→ **Provided records**:
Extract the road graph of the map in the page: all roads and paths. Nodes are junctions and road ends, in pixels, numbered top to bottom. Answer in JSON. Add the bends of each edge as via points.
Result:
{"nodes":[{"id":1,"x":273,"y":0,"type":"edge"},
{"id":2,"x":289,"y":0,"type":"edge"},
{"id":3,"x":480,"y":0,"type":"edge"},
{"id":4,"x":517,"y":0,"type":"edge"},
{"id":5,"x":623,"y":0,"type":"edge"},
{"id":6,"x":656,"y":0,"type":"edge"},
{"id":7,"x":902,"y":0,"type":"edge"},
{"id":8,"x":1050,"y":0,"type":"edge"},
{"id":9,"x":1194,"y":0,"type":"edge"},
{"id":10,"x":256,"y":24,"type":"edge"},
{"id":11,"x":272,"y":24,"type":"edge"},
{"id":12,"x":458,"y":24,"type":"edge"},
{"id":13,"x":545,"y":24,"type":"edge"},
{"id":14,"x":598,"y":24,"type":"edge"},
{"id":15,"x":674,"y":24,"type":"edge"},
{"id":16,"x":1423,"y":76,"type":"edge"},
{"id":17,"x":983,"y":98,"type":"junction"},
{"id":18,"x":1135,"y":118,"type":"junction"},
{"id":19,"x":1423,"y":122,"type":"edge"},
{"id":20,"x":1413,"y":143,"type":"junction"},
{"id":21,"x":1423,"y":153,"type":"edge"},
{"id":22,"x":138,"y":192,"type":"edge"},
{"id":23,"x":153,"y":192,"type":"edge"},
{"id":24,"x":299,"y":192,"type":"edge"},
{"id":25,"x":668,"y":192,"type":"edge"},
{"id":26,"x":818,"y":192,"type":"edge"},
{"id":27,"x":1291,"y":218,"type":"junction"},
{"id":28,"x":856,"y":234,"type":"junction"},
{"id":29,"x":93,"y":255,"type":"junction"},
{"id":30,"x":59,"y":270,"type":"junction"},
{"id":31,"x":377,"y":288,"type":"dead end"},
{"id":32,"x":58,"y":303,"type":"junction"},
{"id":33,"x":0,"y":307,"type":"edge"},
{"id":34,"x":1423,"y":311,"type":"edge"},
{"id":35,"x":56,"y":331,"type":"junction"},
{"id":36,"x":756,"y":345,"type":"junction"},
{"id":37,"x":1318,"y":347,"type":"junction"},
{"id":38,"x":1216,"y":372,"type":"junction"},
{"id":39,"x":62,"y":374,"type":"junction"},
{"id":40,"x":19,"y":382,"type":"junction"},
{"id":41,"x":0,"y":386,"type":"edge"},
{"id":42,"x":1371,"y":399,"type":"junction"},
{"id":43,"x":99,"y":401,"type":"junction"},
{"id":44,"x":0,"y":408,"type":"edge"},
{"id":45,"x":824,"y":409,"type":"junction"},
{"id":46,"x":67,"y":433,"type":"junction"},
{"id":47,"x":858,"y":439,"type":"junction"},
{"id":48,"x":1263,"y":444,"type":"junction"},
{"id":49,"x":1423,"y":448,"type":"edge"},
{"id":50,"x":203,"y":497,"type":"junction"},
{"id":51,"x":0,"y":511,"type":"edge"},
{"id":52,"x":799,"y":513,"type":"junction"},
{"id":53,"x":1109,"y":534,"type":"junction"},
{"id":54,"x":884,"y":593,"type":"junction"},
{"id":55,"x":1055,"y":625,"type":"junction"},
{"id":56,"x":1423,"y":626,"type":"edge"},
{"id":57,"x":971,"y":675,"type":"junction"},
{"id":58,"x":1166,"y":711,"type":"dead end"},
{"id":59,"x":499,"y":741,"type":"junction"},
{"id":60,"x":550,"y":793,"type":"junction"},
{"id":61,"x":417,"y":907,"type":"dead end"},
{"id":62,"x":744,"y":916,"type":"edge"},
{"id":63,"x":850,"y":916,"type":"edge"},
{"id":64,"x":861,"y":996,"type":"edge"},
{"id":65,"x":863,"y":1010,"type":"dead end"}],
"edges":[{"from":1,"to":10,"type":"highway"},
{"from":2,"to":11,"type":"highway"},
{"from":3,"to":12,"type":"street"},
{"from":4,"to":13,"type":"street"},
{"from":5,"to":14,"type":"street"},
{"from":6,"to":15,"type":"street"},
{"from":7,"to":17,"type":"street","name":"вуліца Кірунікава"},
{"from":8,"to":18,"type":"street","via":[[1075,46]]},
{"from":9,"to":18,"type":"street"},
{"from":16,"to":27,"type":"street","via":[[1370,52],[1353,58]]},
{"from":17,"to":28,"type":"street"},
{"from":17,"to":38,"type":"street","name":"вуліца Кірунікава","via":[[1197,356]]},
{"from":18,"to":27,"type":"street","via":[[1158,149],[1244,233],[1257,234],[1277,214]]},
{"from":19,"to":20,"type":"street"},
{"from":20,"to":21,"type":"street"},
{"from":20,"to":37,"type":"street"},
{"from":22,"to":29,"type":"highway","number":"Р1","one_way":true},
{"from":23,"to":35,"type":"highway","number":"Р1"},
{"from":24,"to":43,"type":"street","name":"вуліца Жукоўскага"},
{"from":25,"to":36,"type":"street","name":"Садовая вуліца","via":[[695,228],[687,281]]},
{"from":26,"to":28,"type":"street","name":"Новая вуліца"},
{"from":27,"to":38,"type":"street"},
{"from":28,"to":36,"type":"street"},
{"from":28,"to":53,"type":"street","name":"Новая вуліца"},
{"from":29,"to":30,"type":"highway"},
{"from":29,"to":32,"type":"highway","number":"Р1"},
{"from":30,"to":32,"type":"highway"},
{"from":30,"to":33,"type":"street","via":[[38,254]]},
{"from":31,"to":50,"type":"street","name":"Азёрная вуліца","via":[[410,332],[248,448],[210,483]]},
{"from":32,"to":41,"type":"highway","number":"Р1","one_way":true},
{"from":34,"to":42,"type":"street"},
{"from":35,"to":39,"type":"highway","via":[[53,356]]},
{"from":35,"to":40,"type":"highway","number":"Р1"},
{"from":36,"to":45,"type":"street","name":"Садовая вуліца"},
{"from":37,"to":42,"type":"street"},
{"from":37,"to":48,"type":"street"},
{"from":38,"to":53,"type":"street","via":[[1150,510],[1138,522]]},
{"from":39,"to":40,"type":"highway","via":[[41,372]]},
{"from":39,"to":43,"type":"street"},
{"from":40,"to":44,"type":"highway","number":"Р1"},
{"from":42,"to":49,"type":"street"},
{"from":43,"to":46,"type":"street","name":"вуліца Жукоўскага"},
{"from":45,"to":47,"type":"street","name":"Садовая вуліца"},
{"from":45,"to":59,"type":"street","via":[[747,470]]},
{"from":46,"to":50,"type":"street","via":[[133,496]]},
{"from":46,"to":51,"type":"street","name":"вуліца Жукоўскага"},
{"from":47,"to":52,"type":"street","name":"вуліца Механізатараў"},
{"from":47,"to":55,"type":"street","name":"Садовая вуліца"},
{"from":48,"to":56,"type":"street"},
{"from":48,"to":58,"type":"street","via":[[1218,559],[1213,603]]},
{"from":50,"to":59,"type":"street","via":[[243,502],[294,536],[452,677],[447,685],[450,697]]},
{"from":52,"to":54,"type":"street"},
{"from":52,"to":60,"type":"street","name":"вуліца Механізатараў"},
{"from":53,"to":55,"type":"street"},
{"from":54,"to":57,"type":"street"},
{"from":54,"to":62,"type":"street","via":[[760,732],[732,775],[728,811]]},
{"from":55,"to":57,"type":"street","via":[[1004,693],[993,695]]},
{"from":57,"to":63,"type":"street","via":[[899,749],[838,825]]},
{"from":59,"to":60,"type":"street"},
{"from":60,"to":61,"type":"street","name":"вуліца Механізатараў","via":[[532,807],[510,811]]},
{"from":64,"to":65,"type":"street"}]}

→ **Exercise**:
Every entry shown earlier is to be returned exactly, line for line.

→ **Result of this exercise**:
Extract the road graph of the map in the page: all roads and paths. Nodes are junctions and road ends, in pixels, numbered top to bottom. Answer in JSON. Add the bends of each edge as via points.
Result:
{"nodes":[{"id":1,"x":273,"y":0,"type":"edge"},
{"id":2,"x":289,"y":0,"type":"edge"},
{"id":3,"x":480,"y":0,"type":"edge"},
{"id":4,"x":517,"y":0,"type":"edge"},
{"id":5,"x":623,"y":0,"type":"edge"},
{"id":6,"x":656,"y":0,"type":"edge"},
{"id":7,"x":902,"y":0,"type":"edge"},
{"id":8,"x":1050,"y":0,"type":"edge"},
{"id":9,"x":1194,"y":0,"type":"edge"},
{"id":10,"x":256,"y":24,"type":"edge"},
{"id":11,"x":272,"y":24,"type":"edge"},
{"id":12,"x":458,"y":24,"type":"edge"},
{"id":13,"x":545,"y":24,"type":"edge"},
{"id":14,"x":598,"y":24,"type":"edge"},
{"id":15,"x":674,"y":24,"type":"edge"},
{"id":16,"x":1423,"y":76,"type":"edge"},
{"id":17,"x":983,"y":98,"type":"junction"},
{"id":18,"x":1135,"y":118,"type":"junction"},
{"id":19,"x":1423,"y":122,"type":"edge"},
{"id":20,"x":1413,"y":143,"type":"junction"},
{"id":21,"x":1423,"y":153,"type":"edge"},
{"id":22,"x":138,"y":192,"type":"edge"},
{"id":23,"x":153,"y":192,"type":"edge"},
{"id":24,"x":299,"y":192,"type":"edge"},
{"id":25,"x":668,"y":192,"type":"edge"},
{"id":26,"x":818,"y":192,"type":"edge"},
{"id":27,"x":1291,"y":218,"type":"junction"},
{"id":28,"x":856,"y":234,"type":"junction"},
{"id":29,"x":93,"y":255,"type":"junction"},
{"id":30,"x":59,"y":270,"type":"junction"},
{"id":31,"x":377,"y":288,"type":"dead end"},
{"id":32,"x":58,"y":303,"type":"junction"},
{"id":33,"x":0,"y":307,"type":"edge"},
{"id":34,"x":1423,"y":311,"type":"edge"},
{"id":35,"x":56,"y":331,"type":"junction"},
{"id":36,"x":756,"y":345,"type":"junction"},
{"id":37,"x":1318,"y":347,"type":"junction"},
{"id":38,"x":1216,"y":372,"type":"junction"},
{"id":39,"x":62,"y":374,"type":"junction"},
{"id":40,"x":19,"y":382,"type":"junction"},
{"id":41,"x":0,"y":386,"type":"edge"},
{"id":42,"x":1371,"y":399,"type":"junction"},
{"id":43,"x":99,"y":401,"type":"junction"},
{"id":44,"x":0,"y":408,"type":"edge"},
{"id":45,"x":824,"y":409,"type":"junction"},
{"id":46,"x":67,"y":433,"type":"junction"},
{"id":47,"x":858,"y":439,"type":"junction"},
{"id":48,"x":1263,"y":444,"type":"junction"},
{"id":49,"x":1423,"y":448,"type":"edge"},
{"id":50,"x":203,"y":497,"type":"junction"},
{"id":51,"x":0,"y":511,"type":"edge"},
{"id":52,"x":799,"y":513,"type":"junction"},
{"id":53,"x":1109,"y":534,"type":"junction"},
{"id":54,"x":884,"y":593,"type":"junction"},
{"id":55,"x":1055,"y":625,"type":"junction"},
{"id":56,"x":1423,"y":626,"type":"edge"},
{"id":57,"x":971,"y":675,"type":"junction"},
{"id":58,"x":1166,"y":711,"type":"dead end"},
{"id":59,"x":499,"y":741,"type":"junction"},
{"id":60,"x":550,"y":793,"type":"junction"},
{"id":61,"x":417,"y":907,"type":"dead end"},
{"id":62,"x":744,"y":916,"type":"edge"},
{"id":63,"x":850,"y":916,"type":"edge"},
{"id":64,"x":861,"y":996,"type":"edge"},
{"id":65,"x":863,"y":1010,"type":"dead end"}],
"edges":[{"from":1,"to":10,"type":"highway"},
{"from":2,"to":11,"type":"highway"},
{"from":3,"to":12,"type":"street"},
{"from":4,"to":13,"type":"street"},
{"from":5,"to":14,"type":"street"},
{"from":6,"to":15,"type":"street"},
{"from":7,"to":17,"type":"street","name":"вуліца Кірунікава"},
{"from":8,"to":18,"type":"street","via":[[1075,46]]},
{"from":9,"to":18,"type":"street"},
{"from":16,"to":27,"type":"street","via":[[1370,52],[1353,58]]},
{"from":17,"to":28,"type":"street"},
{"from":17,"to":38,"type":"street","name":"вуліца Кірунікава","via":[[1197,356]]},
{"from":18,"to":27,"type":"street","via":[[1158,149],[1244,233],[1257,234],[1277,214]]},
{"from":19,"to":20,"type":"street"},
{"from":20,"to":21,"type":"street"},
{"from":20,"to":37,"type":"street"},
{"from":22,"to":29,"type":"highway","number":"Р1","one_way":true},
{"from":23,"to":35,"type":"highway","number":"Р1"},
{"from":24,"to":43,"type":"street","name":"вуліца Жукоўскага"},
{"from":25,"to":36,"type":"street","name":"Садовая вуліца","via":[[695,228],[687,281]]},
{"from":26,"to":28,"type":"street","name":"Новая вуліца"},
{"from":27,"to":38,"type":"street"},
{"from":28,"to":36,"type":"street"},
{"from":28,"to":53,"type":"street","name":"Новая вуліца"},
{"from":29,"to":30,"type":"highway"},
{"from":29,"to":32,"type":"highway","number":"Р1"},
{"from":30,"to":32,"type":"highway"},
{"from":30,"to":33,"type":"street","via":[[38,254]]},
{"from":31,"to":50,"type":"street","name":"Азёрная вуліца","via":[[410,332],[248,448],[210,483]]},
{"from":32,"to":41,"type":"highway","number":"Р1","one_way":true},
{"from":34,"to":42,"type":"street"},
{"from":35,"to":39,"type":"highway","via":[[53,356]]},
{"from":35,"to":40,"type":"highway","number":"Р1"},
{"from":36,"to":45,"type":"street","name":"Садовая вуліца"},
{"from":37,"to":42,"type":"street"},
{"from":37,"to":48,"type":"street"},
{"from":38,"to":53,"type":"street","via":[[1150,510],[1138,522]]},
{"from":39,"to":40,"type":"highway","via":[[41,372]]},
{"from":39,"to":43,"type":"street"},
{"from":40,"to":44,"type":"highway","number":"Р1"},
{"from":42,"to":49,"type":"street"},
{"from":43,"to":46,"type":"street","name":"вуліца Жукоўскага"},
{"from":45,"to":47,"type":"street","name":"Садовая вуліца"},
{"from":45,"to":59,"type":"street","via":[[747,470]]},
{"from":46,"to":50,"type":"street","via":[[133,496]]},
{"from":46,"to":51,"type":"street","name":"вуліца Жукоўскага"},
{"from":47,"to":52,"type":"street","name":"вуліца Механізатараў"},
{"from":47,"to":55,"type":"street","name":"Садовая вуліца"},
{"from":48,"to":56,"type":"street"},
{"from":48,"to":58,"type":"street","via":[[1218,559],[1213,603]]},
{"from":50,"to":59,"type":"street","via":[[243,502],[294,536],[452,677],[447,685],[450,697]]},
{"from":52,"to":54,"type":"street"},
{"from":52,"to":60,"type":"street","name":"вуліца Механізатараў"},
{"from":53,"to":55,"type":"street"},
{"from":54,"to":57,"type":"street"},
{"from":54,"to":62,"type":"street","via":[[760,732],[732,775],[728,811]]},
{"from":55,"to":57,"type":"street","via":[[1004,693],[993,695]]},
{"from":57,"to":63,"type":"street","via":[[899,749],[838,825]]},
{"from":59,"to":60,"type":"street"},
{"from":60,"to":61,"type":"street","name":"вуліца Механізатараў","via":[[532,807],[510,811]]},
{"from":64,"to":65,"type":"street"}]}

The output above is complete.